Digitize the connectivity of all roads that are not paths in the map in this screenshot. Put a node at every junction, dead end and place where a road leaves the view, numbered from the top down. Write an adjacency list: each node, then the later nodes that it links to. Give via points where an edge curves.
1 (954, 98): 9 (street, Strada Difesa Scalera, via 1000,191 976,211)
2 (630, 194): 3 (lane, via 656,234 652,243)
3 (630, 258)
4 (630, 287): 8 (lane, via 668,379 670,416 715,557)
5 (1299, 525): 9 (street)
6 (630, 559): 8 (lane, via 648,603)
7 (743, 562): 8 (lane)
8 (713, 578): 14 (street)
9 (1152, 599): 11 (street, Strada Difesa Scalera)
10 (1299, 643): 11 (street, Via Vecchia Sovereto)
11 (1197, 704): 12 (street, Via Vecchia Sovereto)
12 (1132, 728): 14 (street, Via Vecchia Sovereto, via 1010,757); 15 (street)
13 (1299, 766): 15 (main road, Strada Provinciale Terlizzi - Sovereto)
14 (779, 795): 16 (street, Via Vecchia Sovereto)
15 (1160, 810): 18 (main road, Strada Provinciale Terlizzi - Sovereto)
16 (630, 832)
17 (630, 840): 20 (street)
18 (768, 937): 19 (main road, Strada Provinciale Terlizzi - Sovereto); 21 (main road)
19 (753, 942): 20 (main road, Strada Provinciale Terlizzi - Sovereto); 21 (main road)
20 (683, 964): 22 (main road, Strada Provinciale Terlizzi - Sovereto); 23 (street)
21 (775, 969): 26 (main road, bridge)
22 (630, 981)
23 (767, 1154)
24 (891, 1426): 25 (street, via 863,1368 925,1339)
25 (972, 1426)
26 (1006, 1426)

****************

**Your assignment**
Give the full listing above again, exactly as it was presented.

**Answer space**
Digitize the connectivity of all roads that are not paths in the map in this screenshot. Put a node at every junction, dead end and place where a road leaves the view, numbered from the top down. Write an adjacency list: each node, then the later nodes that it links to. Give via points where an edge curves.
1 (954, 98): 9 (street, Strada Difesa Scalera, via 1000,191 976,211)
2 (630, 194): 3 (lane, via 656,234 652,243)
3 (630, 258)
4 (630, 287): 8 (lane, via 668,379 670,416 715,557)
5 (1299, 525): 9 (street)
6 (630, 559): 8 (lane, via 648,603)
7 (743, 562): 8 (lane)
8 (713, 578): 14 (street)
9 (1152, 599): 11 (street, Strada Difesa Scalera)
10 (1299, 643): 11 (street, Via Vecchia Sovereto)
11 (1197, 704): 12 (street, Via Vecchia Sovereto)
12 (1132, 728): 14 (street, Via Vecchia Sovereto, via 1010,757); 15 (street)
13 (1299, 766): 15 (main road, Strada Provinciale Terlizzi - Sovereto)
14 (779, 795): 16 (street, Via Vecchia Sovereto)
15 (1160, 810): 18 (main road, Strada Provinciale Terlizzi - Sovereto)
16 (630, 832)
17 (630, 840): 20 (street)
18 (768, 937): 19 (main road, Strada Provinciale Terlizzi - Sovereto); 21 (main road)
19 (753, 942): 20 (main road, Strada Provinciale Terlizzi - Sovereto); 21 (main road)
20 (683, 964): 22 (main road, Strada Provinciale Terlizzi - Sovereto); 23 (street)
21 (775, 969): 26 (main road, bridge)
22 (630, 981)
23 (767, 1154)
24 (891, 1426): 25 (street, via 863,1368 925,1339)
25 (972, 1426)
26 (1006, 1426)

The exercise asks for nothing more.